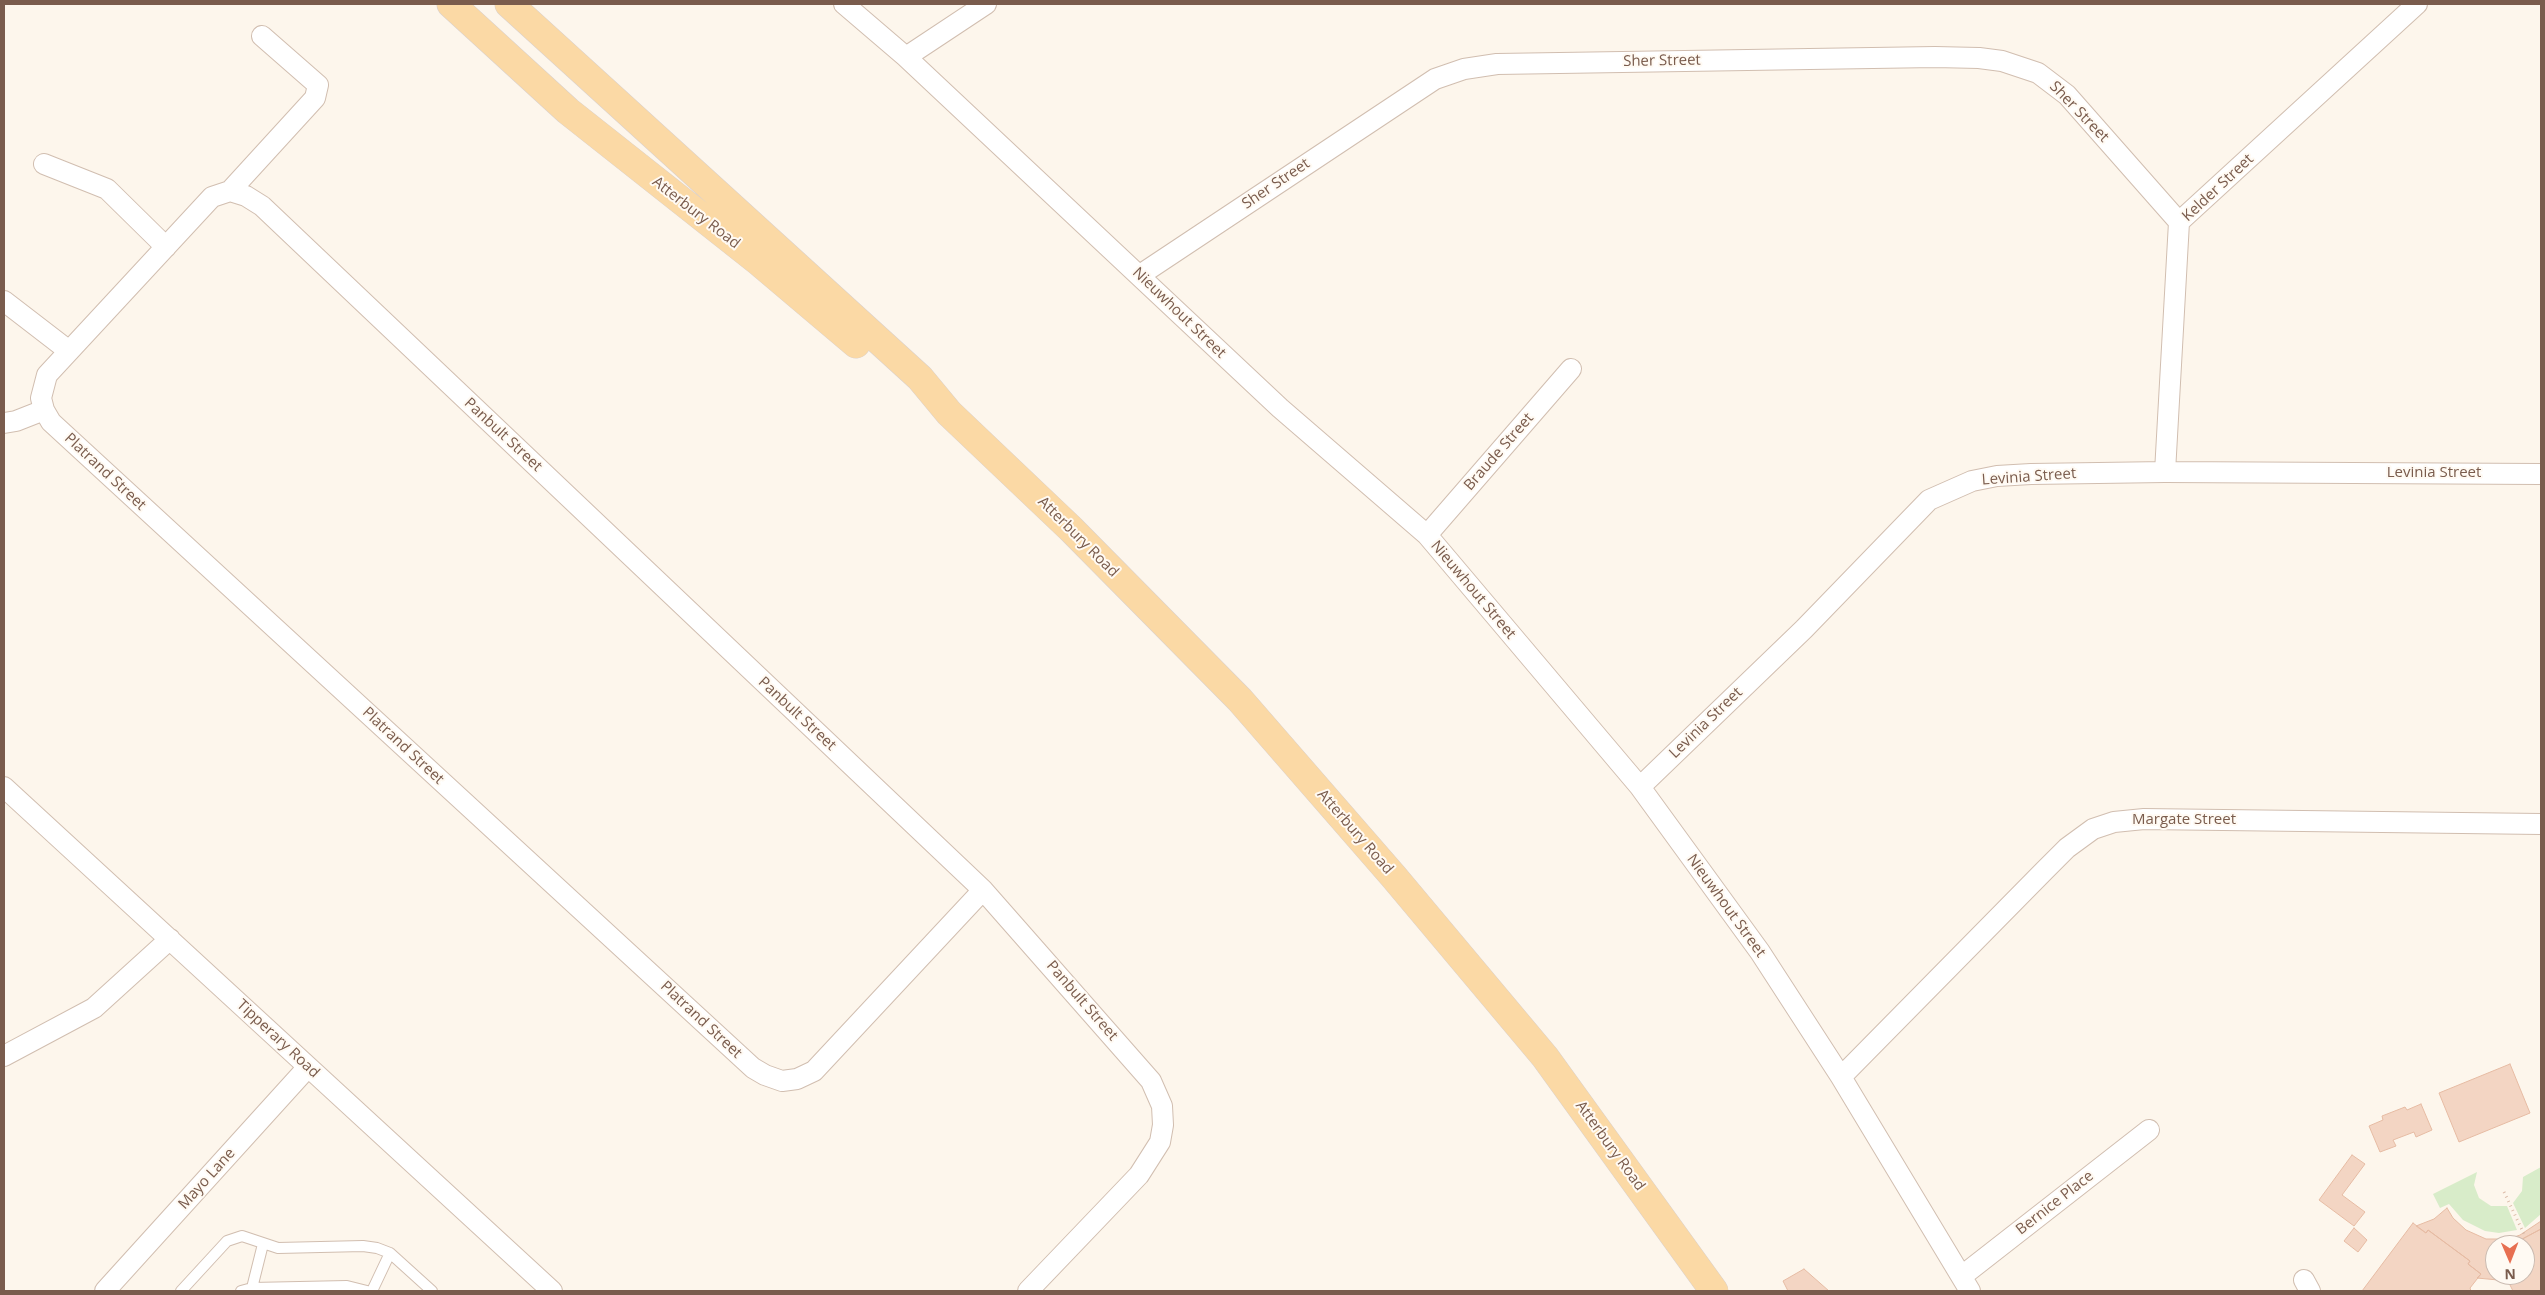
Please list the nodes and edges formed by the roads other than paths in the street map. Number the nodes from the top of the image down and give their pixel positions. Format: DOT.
graph roads {
  1 [pos="450,4"];
  2 [pos="509,4"];
  3 [pos="844,4"];
  4 [pos="986,4"];
  5 [pos="2408,7"];
  6 [pos="262,36"];
  7 [pos="906,57"];
  8 [pos="44,164"];
  9 [pos="230,191"];
  10 [pos="2179,222"];
  11 [pos="166,247"];
  12 [pos="1140,275"];
  13 [pos="4,301"];
  14 [pos="69,351"];
  15 [pos="1571,369"];
  16 [pos="44,410"];
  17 [pos="949,413"];
  18 [pos="4,423"];
  19 [pos="2165,472"];
  20 [pos="2541,474"];
  21 [pos="1427,535"];
  22 [pos="4,787"];
  23 [pos="1640,787"];
  24 [pos="2541,824"];
  25 [pos="983,890"];
  26 [pos="170,940"];
  27 [pos="4,1056"];
  28 [pos="308,1067"];
  29 [pos="1841,1077"];
  30 [pos="2149,1130"];
  31 [pos="263,1244"];
  32 [pos="390,1253"];
  33 [pos="1966,1284"];
  34 [pos="252,1288"];
  35 [pos="1034,1289"];
  36 [pos="105,1291"];
  37 [pos="181,1291"];
  38 [pos="241,1291"];
  39 [pos="367,1291"];
  40 [pos="372,1291"];
  41 [pos="432,1291"];
  42 [pos="552,1291"];
  43 [pos="1714,1291"];
  1 -- 17 [label="main road, Atterbury Road"];
  2 -- 17 [label="main road, Atterbury Road"];
  3 -- 7 [label="street, Nieuwhout Street"];
  4 -- 7 [label="street"];
  5 -- 10 [label="street, Kelder Street"];
  6 -- 9 [label="street"];
  7 -- 12 [label="street, Nieuwhout Street"];
  8 -- 11 [label="street"];
  9 -- 11 [label="street"];
  9 -- 25 [label="street, Panbult Street"];
  10 -- 12 [label="street, Sher Street"];
  10 -- 19 [label="street, Kelder Street"];
  11 -- 14 [label="street"];
  12 -- 21 [label="street, Nieuwhout Street"];
  13 -- 14 [label="street"];
  14 -- 16 [label="street"];
  15 -- 21 [label="street, Braude Street"];
  16 -- 18 [label="street"];
  16 -- 25 [label="street, Platrand Street"];
  17 -- 43 [label="main road, Atterbury Road"];
  19 -- 20 [label="street, Levinia Street"];
  19 -- 23 [label="street, Levinia Street"];
  21 -- 23 [label="street, Nieuwhout Street"];
  22 -- 26 [label="street, Tipperary Road"];
  23 -- 29 [label="street, Nieuwhout Street"];
  24 -- 29 [label="street, Margate Street"];
  25 -- 35 [label="street, Panbult Street"];
  26 -- 27 [label="street"];
  26 -- 28 [label="street, Tipperary Road"];
  28 -- 36 [label="street, Mayo Lane"];
  28 -- 42 [label="street, Tipperary Road"];
  29 -- 33 [label="street, Nieuwhout Street"];
  30 -- 33 [label="street, Bernice Place"];
  31 -- 32 [label="lane"];
  31 -- 34 [label="lane"];
  31 -- 37 [label="lane"];
  32 -- 40 [label="lane"];
  32 -- 41 [label="lane"];
  34 -- 38 [label="lane"];
  34 -- 39 [label="lane"];
}
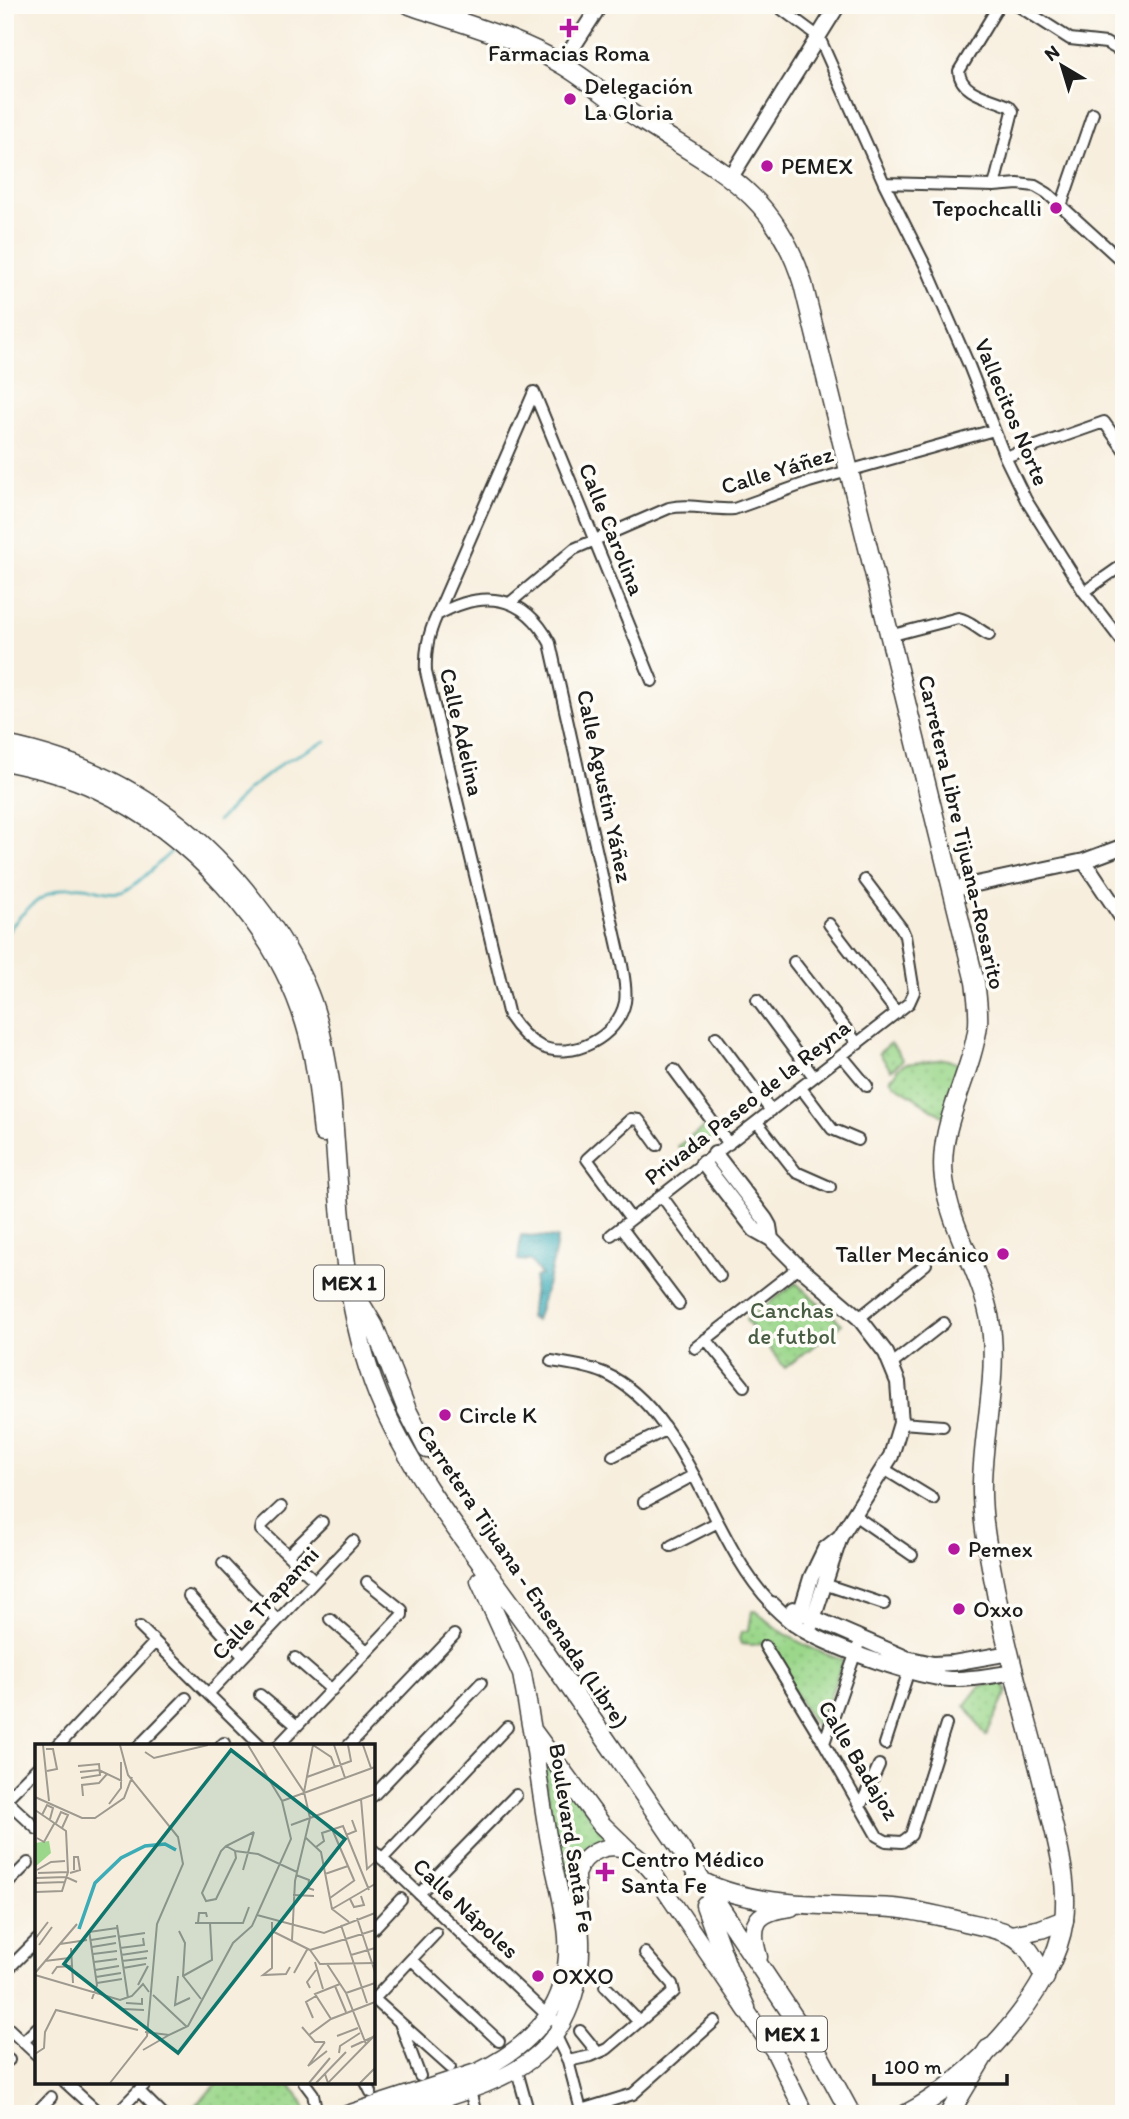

Your task:
Set aside each line above that includes the string "main" and report it.

Answer below:
  1 -- 17 [label="main road, Atterbury Road"];
  2 -- 17 [label="main road, Atterbury Road"];
  17 -- 43 [label="main road, Atterbury Road"];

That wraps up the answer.